Macroscopically, keloids appear as delicate pink to bright red tissue proliferations, with a texture ranging from rigid to rigid elastic. Keloids are only known in human beings; no animal model exists. The detailed mechanisms of their pathogenesis are not fully understood. The frequency of keloid development is correlated with skin pigmentation; they occur 15 times more often in patients with darker skin pigmentation. No case of keloids has ever been reported in an albino individual, which underlines this theory.2 The worldwide prevalence varies from 0.09% in Great Britain to 16% in Congo.3 The highest incidence is in the third and fourth decades of life.4
Keloids may cause subjective aesthetic discomfort that can lead to severe psychological stress, depression, and social withdrawal. Patients often have pruritus, especially during a change of weather pattern. In addition, pain and paresthesia, similar to a burning sensation, can occur, which overall can lead to reduced quality of life (QOL). The World Health Organization defines QOL as “individuals’ perception of their position in life in the context of the culture and value systems in which they live and in relation to their goals, expectations, standards, and concerns.”5(p405) In colloquial speech, the term quality of life is understood as the grade of well-being, which is a subjective sensation that is influenced by outer and inner factors.
The measurement of QOL is complex and often surveyed by questionnaires, such as the Glasgow Benefit Inventory (GBI) developed in 1996.6 The GBI was designed to analyze the changes in QOL retrospectively, depending on an intervention, especially after interventions of the ear, nose, and throat.7,8 In this study, the GBI has been used to measure changes in QOL after keloid treatment. The GBI uses 18 questions to measure QOL, including social support and physical health.

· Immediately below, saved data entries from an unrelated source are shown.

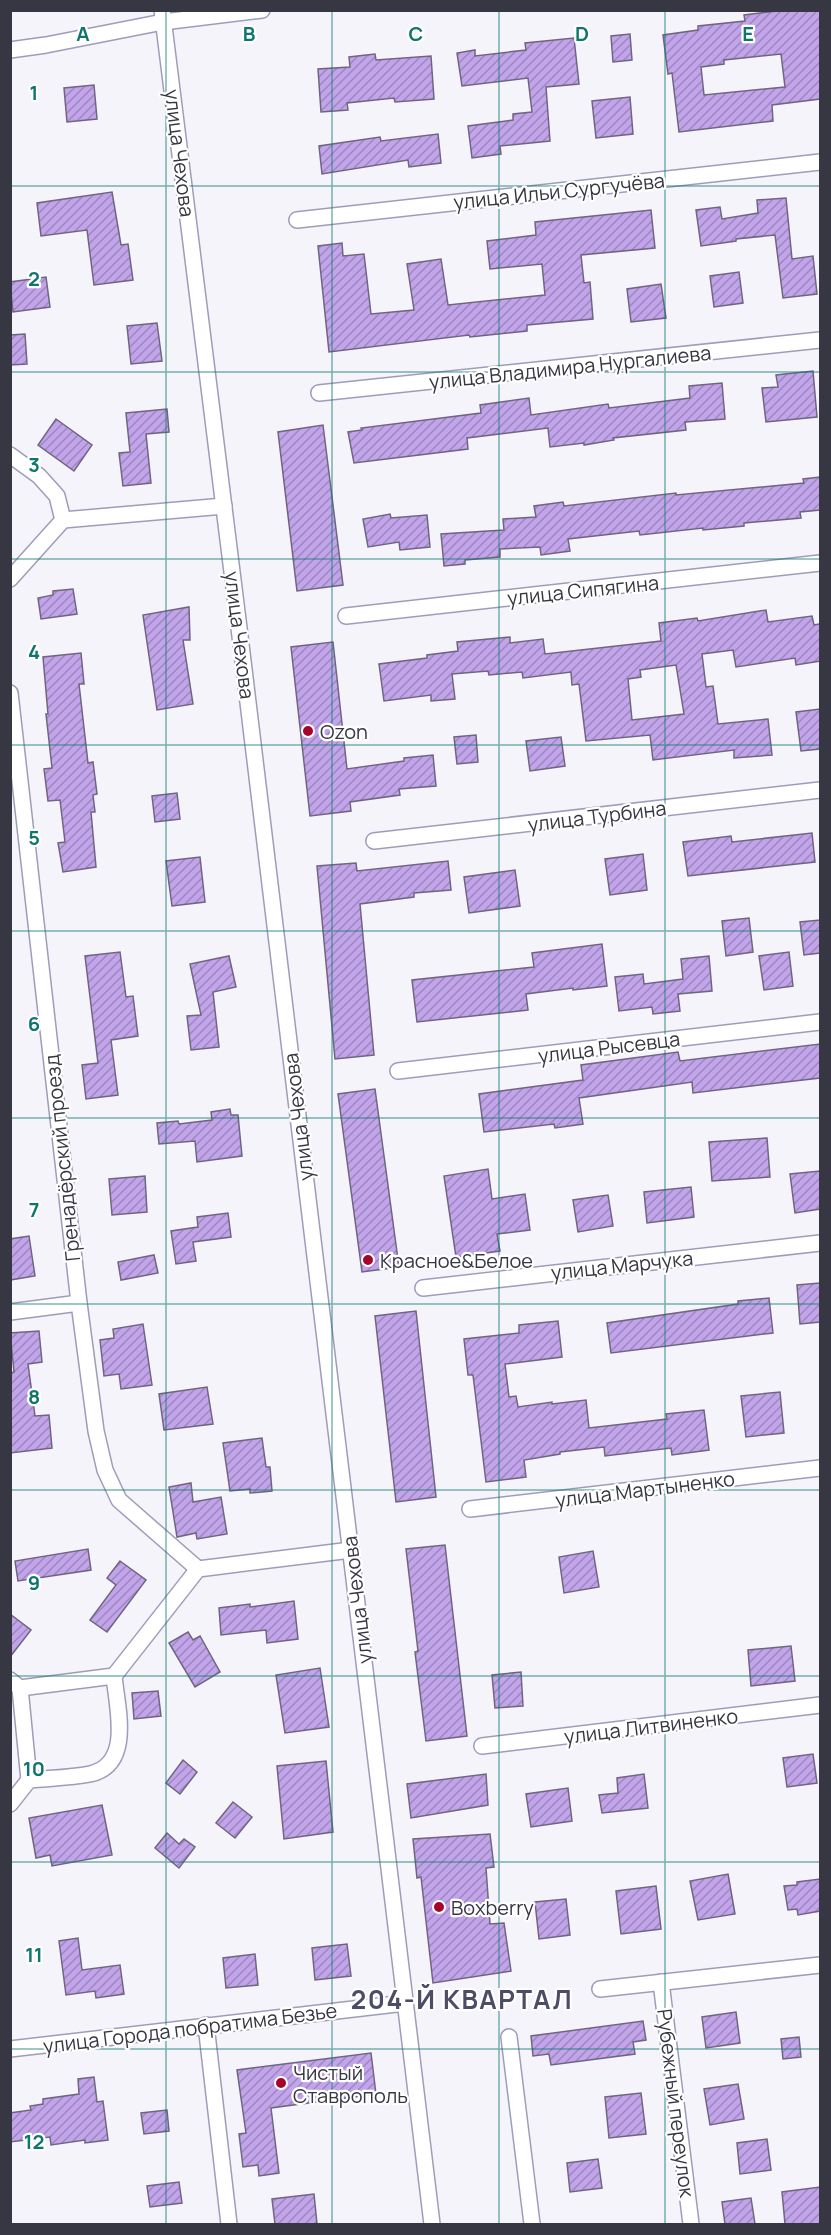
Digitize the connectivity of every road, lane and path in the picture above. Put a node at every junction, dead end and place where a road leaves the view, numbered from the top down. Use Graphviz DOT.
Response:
graph roads {
  1 [pos="262,10"];
  2 [pos="163,16"];
  3 [pos="10,50"];
  4 [pos="820,162"];
  5 [pos="297,220"];
  6 [pos="820,340"];
  7 [pos="319,393"];
  8 [pos="10,455"];
  9 [pos="224,506"];
  10 [pos="63,520"];
  11 [pos="820,563"];
  12 [pos="10,579"];
  13 [pos="346,616"];
  14 [pos="10,693"];
  15 [pos="820,790"];
  16 [pos="374,841"];
  17 [pos="820,1022"];
  18 [pos="398,1071"];
  19 [pos="820,1242"];
  20 [pos="423,1288"];
  21 [pos="79,1303"];
  22 [pos="10,1312"];
  23 [pos="820,1468"];
  24 [pos="470,1509"];
  25 [pos="351,1550"];
  26 [pos="198,1569"];
  27 [pos="114,1676"];
  28 [pos="15,1684"];
  29 [pos="820,1705"];
  30 [pos="482,1746"];
  31 [pos="29,1780"];
  32 [pos="10,1804"];
  33 [pos="820,1965"];
  34 [pos="661,1982"];
  35 [pos="600,1989"];
  36 [pos="405,2003"];
  37 [pos="206,2025"];
  38 [pos="509,2037"];
  39 [pos="10,2049"];
  40 [pos="229,2224"];
  41 [pos="432,2224"];
  42 [pos="532,2224"];
  43 [pos="691,2224"];
  1 -- 2 [label="street"];
  2 -- 3 [label="street"];
  2 -- 9 [label="street, улица Чехова"];
  4 -- 5 [label="street, улица Ильи Сургучёва"];
  6 -- 7 [label="street, улица Владимира Нургалиева"];
  8 -- 10 [label="street"];
  9 -- 10 [label="street"];
  9 -- 25 [label="street, улица Чехова"];
  10 -- 12 [label="street"];
  11 -- 13 [label="street, улица Сипягина"];
  14 -- 21 [label="street, Гренадёрский проезд"];
  15 -- 16 [label="street, улица Турбина"];
  17 -- 18 [label="street, улица Рысевца"];
  19 -- 20 [label="street, улица Марчука"];
  21 -- 22 [label="street"];
  21 -- 26 [label="street, Гренадёрский проезд"];
  23 -- 24 [label="street, улица Мартыненко"];
  25 -- 26 [label="street"];
  25 -- 36 [label="street, улица Чехова"];
  26 -- 27 [label="street"];
  27 -- 28 [label="street"];
  27 -- 31 [label="street"];
  28 -- 31 [label="street"];
  29 -- 30 [label="street, улица Литвиненко"];
  31 -- 32 [label="street"];
  33 -- 34 [label="street"];
  34 -- 35 [label="street"];
  34 -- 43 [label="street, Рубежный переулок"];
  36 -- 37 [label="street, улица Города побратима Безье"];
  36 -- 41 [label="street, улица Чехова"];
  37 -- 39 [label="street, улица Города побратима Безье"];
  37 -- 40 [label="street"];
  38 -- 42 [label="street"];
}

According to the guideline of the German Society of Dermatology,9 numerous therapy approaches exist for keloids, such as corticosteroid injection, surgical excision, radiotherapy, pressure therapy, and interferon therapy. The plurality of clinically established therapies combined with a high rate of relapse illustrates the challenge in keloid treatment. In particular, monotherapy shows disappointing results.9- 15 Hence, a combination of therapies is recommended to reduce the risk for relapse of a keloid in predisposed individuals.8
Surgical excision often remains the basis of treatment. Excision should be performed gently and atraumatically so that the borders of the wound can be adapted without tension. The surgical “fillet” technique used in the present study fulfills these requirements. The technique is based on a strict intramarginal keloid excision in which the keloid scar is sharply dissected from the covering skin and the keloid mass is completely removed (Figure 2). The keloid mass functions as an endogenous expander of the skin, and removal results in an excess of skin so as to adapt the wound edges without tension.16 In contrast, extramarginal keloid excision, which is defined as an incision of physiological skin and removal of the entire lesion, produces a linear scar. The disadvantage occurs in maintaining tension in the suture. Particularly after resection of larger keloids, skin grafts or local flaps often are required to perform the primary wound closure. Match of skin color in such cases is challenging.17
Possible adverse effects of surgery are disturbances in wound healing or wound dehiscence. To reduce recurrence rates, surgery is often combined with adjuvant treatment, such as corticosteroid injections. In addition to their anti-inflammatory effect, corticosteroids reduce collagen and glycosaminoglycan synthesis and the proliferation of fibroblasts. Triamcinolone acetonide, 10 to 40 mg, is often used as an active ingredient in intralesional injections. Injection at the correct depth in the middermis is important to prevent undesired adverse effects, such as atrophy of the skin, telangiectasia, or pigmentary abnormalities.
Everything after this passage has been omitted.